Requirement → Write out the entries again exactly as they are given.

-------- Extracted entries

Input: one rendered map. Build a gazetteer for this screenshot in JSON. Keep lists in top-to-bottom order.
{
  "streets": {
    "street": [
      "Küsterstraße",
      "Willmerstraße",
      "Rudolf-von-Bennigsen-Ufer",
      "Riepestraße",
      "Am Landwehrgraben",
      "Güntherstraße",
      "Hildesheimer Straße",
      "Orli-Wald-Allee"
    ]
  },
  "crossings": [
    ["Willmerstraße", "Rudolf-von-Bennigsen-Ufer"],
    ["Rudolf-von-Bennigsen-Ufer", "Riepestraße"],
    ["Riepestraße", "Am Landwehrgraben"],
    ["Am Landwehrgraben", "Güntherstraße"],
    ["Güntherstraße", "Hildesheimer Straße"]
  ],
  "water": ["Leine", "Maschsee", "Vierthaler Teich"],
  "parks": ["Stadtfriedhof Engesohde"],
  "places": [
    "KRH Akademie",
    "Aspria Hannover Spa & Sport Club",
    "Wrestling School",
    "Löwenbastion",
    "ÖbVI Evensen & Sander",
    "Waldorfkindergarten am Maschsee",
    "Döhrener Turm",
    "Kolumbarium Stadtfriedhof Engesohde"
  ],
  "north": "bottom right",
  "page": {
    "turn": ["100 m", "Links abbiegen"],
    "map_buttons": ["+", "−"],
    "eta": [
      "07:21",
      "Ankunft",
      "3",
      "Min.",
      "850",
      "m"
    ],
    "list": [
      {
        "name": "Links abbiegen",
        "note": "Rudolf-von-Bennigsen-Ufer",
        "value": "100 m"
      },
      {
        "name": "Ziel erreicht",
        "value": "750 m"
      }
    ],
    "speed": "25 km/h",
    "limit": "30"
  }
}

----------------

Reply to the exercise →
Input: one rendered map. Build a gazetteer for this screenshot in JSON. Keep lists in top-to-bottom order.
{
  "streets": {
    "street": [
      "Küsterstraße",
      "Willmerstraße",
      "Rudolf-von-Bennigsen-Ufer",
      "Riepestraße",
      "Am Landwehrgraben",
      "Güntherstraße",
      "Hildesheimer Straße",
      "Orli-Wald-Allee"
    ]
  },
  "crossings": [
    ["Willmerstraße", "Rudolf-von-Bennigsen-Ufer"],
    ["Rudolf-von-Bennigsen-Ufer", "Riepestraße"],
    ["Riepestraße", "Am Landwehrgraben"],
    ["Am Landwehrgraben", "Güntherstraße"],
    ["Güntherstraße", "Hildesheimer Straße"]
  ],
  "water": ["Leine", "Maschsee", "Vierthaler Teich"],
  "parks": ["Stadtfriedhof Engesohde"],
  "places": [
    "KRH Akademie",
    "Aspria Hannover Spa & Sport Club",
    "Wrestling School",
    "Löwenbastion",
    "ÖbVI Evensen & Sander",
    "Waldorfkindergarten am Maschsee",
    "Döhrener Turm",
    "Kolumbarium Stadtfriedhof Engesohde"
  ],
  "north": "bottom right",
  "page": {
    "turn": ["100 m", "Links abbiegen"],
    "map_buttons": ["+", "−"],
    "eta": [
      "07:21",
      "Ankunft",
      "3",
      "Min.",
      "850",
      "m"
    ],
    "list": [
      {
        "name": "Links abbiegen",
        "note": "Rudolf-von-Bennigsen-Ufer",
        "value": "100 m"
      },
      {
        "name": "Ziel erreicht",
        "value": "750 m"
      }
    ],
    "speed": "25 km/h",
    "limit": "30"
  }
}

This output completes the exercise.